With half of the singles champions crowned on Saturday, three more finals will be played on Sunday.

The girls 16s championship will be between two Easter Bowl veterans, No. 1 seed Kyle McPhillips, who was in the 14s final in 2008, and No. 2 seed Brooke Austin, who won the 14s last year.

"I'm so excited," said the 14-year-old Austin, who defeated unseeded wild card Jennifer Brady 6-2, 6-2 in Saturday's semifinal. "It seems so much easier than last year. Last year, I thought I was going to die in the finals, because I had played at least four three-and-a-half hour matches right in a row. It was a long tournament last year, while this one seemed to go by fast."

Although they are from the same section, the Midwest, McPhillips and Austin will be meeting for the first time on Sunday.

"We haven't even played in doubles," said McPhillips, who advanced to the final with a 6-3, 6-1 win over No. 7 seed Spencer Liang. "It's weird."
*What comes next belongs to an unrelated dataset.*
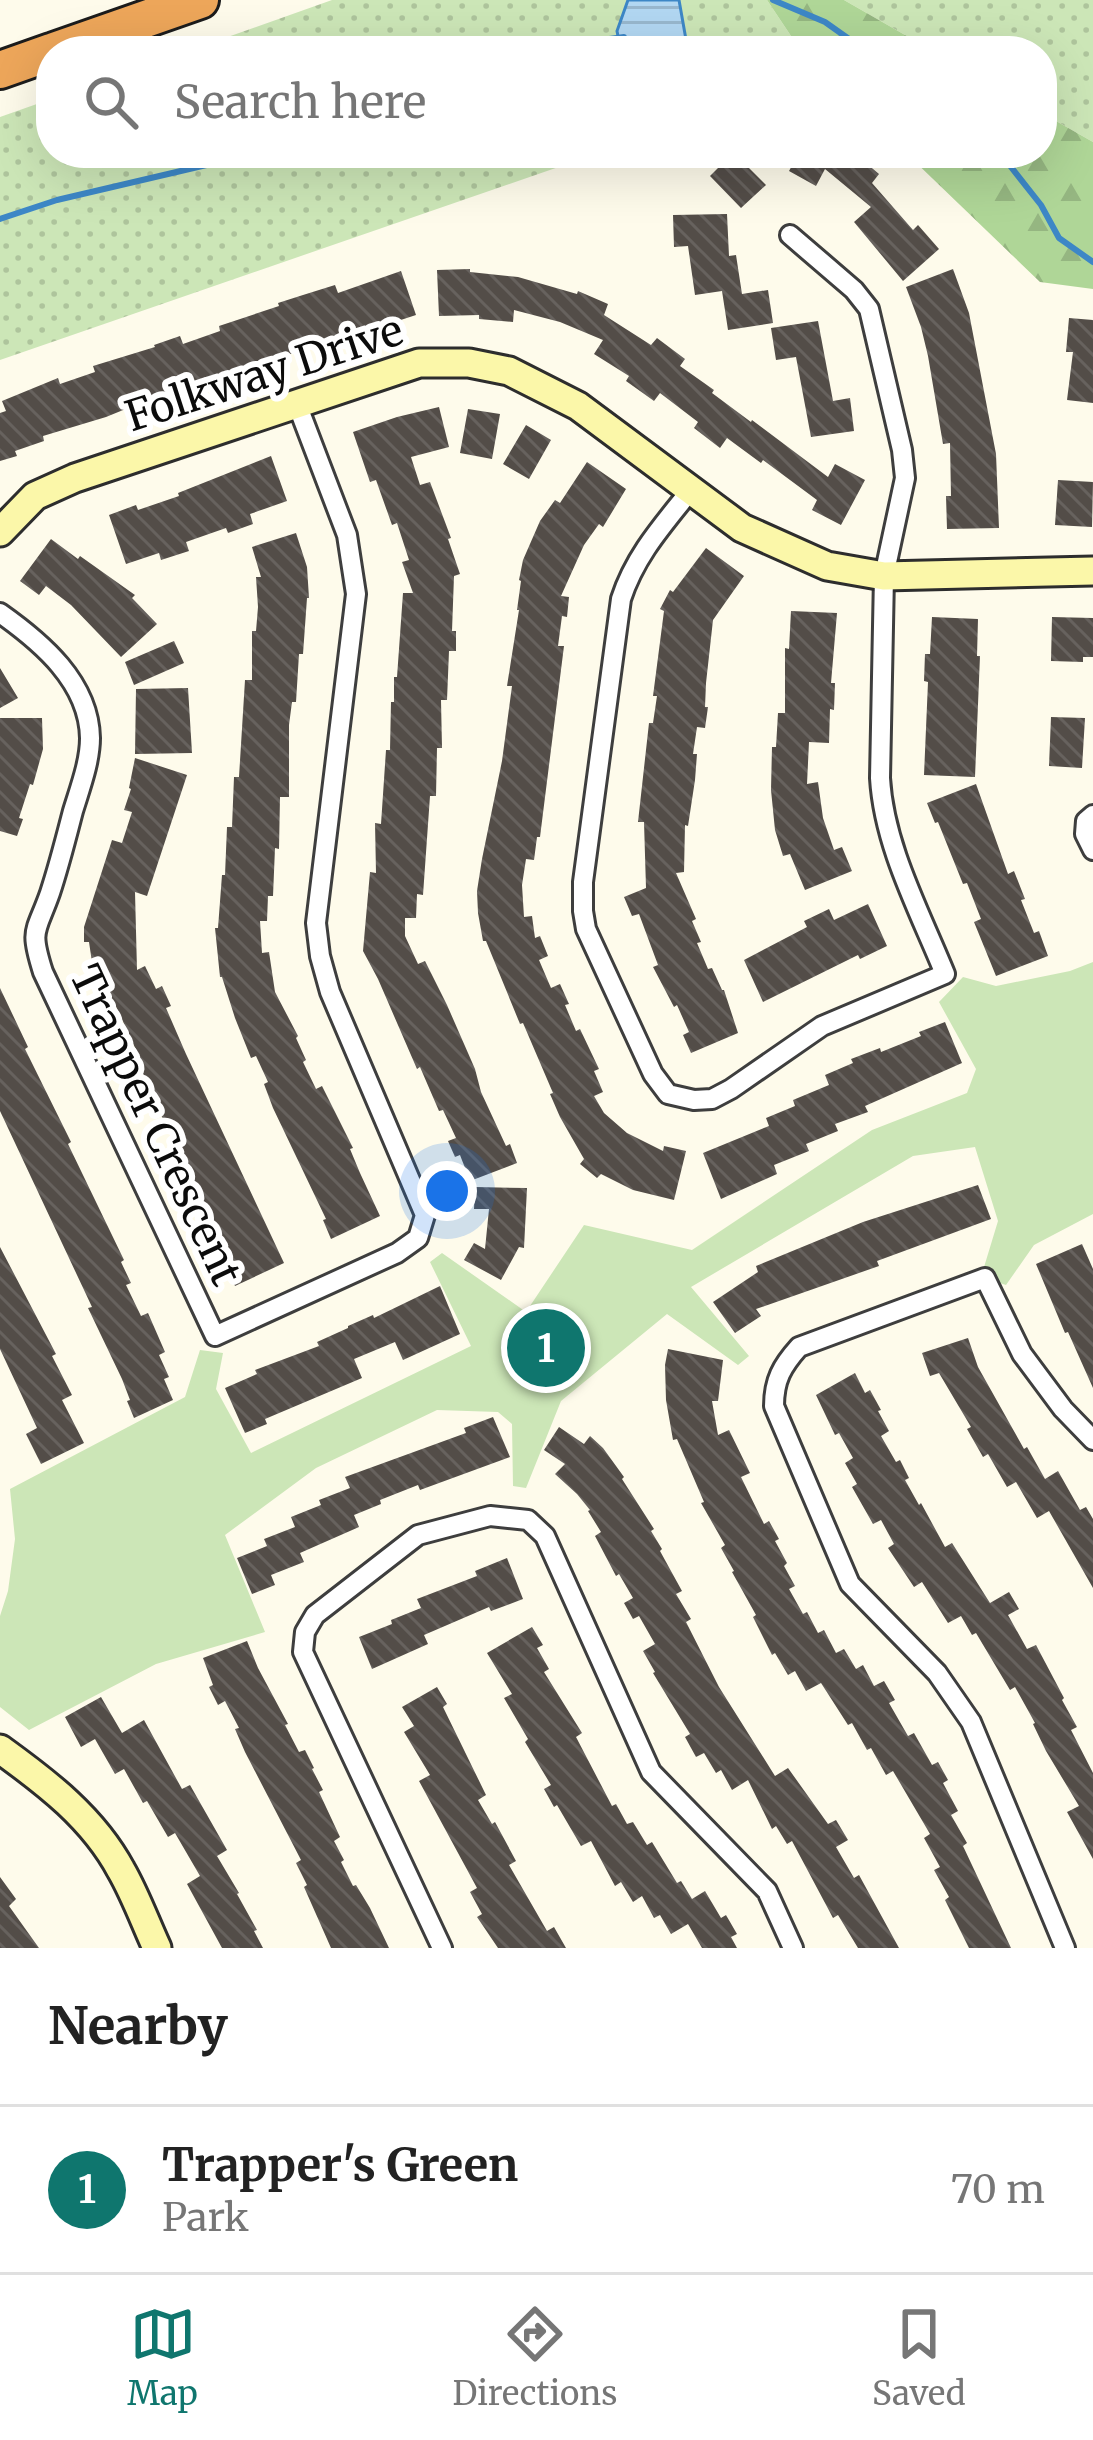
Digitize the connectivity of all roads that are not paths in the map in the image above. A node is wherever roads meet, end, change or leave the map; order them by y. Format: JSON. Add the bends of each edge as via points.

In the boys 16s final, No. 10 Gordon Watson will meet top seed Nolan Paige. Watson earned his championship berth with a 6-2, 6-4 win over unseeded Sean Karl, while Paige needed to withstand an opening set blitz from No. 7 seed Ross Guignon before recording a 1-6, 6-0, 6-3 victory.
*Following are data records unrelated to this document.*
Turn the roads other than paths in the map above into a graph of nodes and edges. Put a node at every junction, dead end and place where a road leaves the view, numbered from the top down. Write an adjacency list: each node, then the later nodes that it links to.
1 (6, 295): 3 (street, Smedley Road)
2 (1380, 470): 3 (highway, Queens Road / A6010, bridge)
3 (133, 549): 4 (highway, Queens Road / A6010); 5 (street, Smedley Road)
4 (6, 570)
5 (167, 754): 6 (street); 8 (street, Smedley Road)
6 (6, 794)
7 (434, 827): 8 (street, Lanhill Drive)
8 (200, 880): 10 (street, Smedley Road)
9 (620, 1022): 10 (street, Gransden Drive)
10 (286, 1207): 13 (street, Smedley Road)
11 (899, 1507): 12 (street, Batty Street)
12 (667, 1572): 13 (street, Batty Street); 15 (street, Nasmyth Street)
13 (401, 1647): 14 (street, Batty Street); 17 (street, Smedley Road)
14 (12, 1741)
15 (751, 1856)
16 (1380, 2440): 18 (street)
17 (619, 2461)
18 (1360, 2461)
"He didn't miss a ball in the entire first set," said Paige, from Fairfield, Conn. "It was impossible. I couldn't come in because every ball was so deep."

Paige and Watson haven't met since the 12s. "He demoralized me," Paiged recalled. "But that was so long ago. It was 12-and-unders. I think I've gotten a little bit better."

Watson is looking forward to the pomp and circumstance of the final on Sunday.

"I was sitting with my friends about thirty minutes before my match and I saw all the refs, and the ballboys, and I said man, I'm getting nervous, because I want that so bad. It's a great accomplishment and I hope I can bring my A game tomorrow."


The boys ITF final will pit USTA Spring National Champion Bjorn Fratangelo against No. 4 seed Nick Chappell. Fratangelo defeated unseeded Alexios Halebian 6-2, 6-3, while Chappell eliminated unseeded Evan Song 6-3, 6-0.

Fratangelo, the only right-hander among the semifinalists, thinks playing a left-hander in the semifinal will prove beneficial in Sunday's final.

"It's definitely going to help on the serve and second serve, where to put the ball," said Fratangelo, of Pittsburgh, Pa. "It will help a lot."

Fratangelo beat Chappell in the South Carolina ITF last fall, but that result isn't weighing too heavily on Chappell, from Indianapolis, Ind.

"He won 4 and 1, something like that, but that was a while ago," Chappell said. "We're both playing real well, so it should be a good match."

Three doubles champions were crowned on Saturday. In the girls ITF doubles, top seeds Lauren Herring and Grace Min defeated No. 6 seeds Courtney Dolehide and Ellen Tsay 6-4, 6-4.

"We never got broken," said Herring. "It was a big serving match. We only broke them once in each set but that was enough to win," said Min. "In the last game, I was little nervous," said Herring, "but Grace served so big, I didn't even have to hit a ball."

In the boys 16s doubles final, top seed Anthony Delacore and Ross Guignon saved two match points in their 4-6, 7-6(6), 6-2 victory over No. 8 seeds Matthew Alves and Hudson Barnhart. Down 6-4 in the second set tiebreaker, Delacore and Guignon won four straight points, a momentum swing they carried through the final set.

Matthew Mendez and Jordan Portner, a 9 seeded team, are the boys 14s doubles champions. They defeated unseeded Deiton Baughman and Henrik Wiersholm 7-5, 6-3 in Saturday afternoon's final.

For complete results, see the TennisLink sites: ITF and USTA.


Patty L said...

Colette, thank you for your incredible dedication to junior tennis. It is much appreciated. Do you happen to know the names of all the girls who are attending the USTA camp in Birmingham conducted around the Fed Cup tie between the U.S. and Russia? Thanks.

Colette Lewis said...

@Patty L:
Thank you for the kind words.
I confirmed with Brooke Austin and Gabrielle Andrews that they were going, but I don't know who else was invited.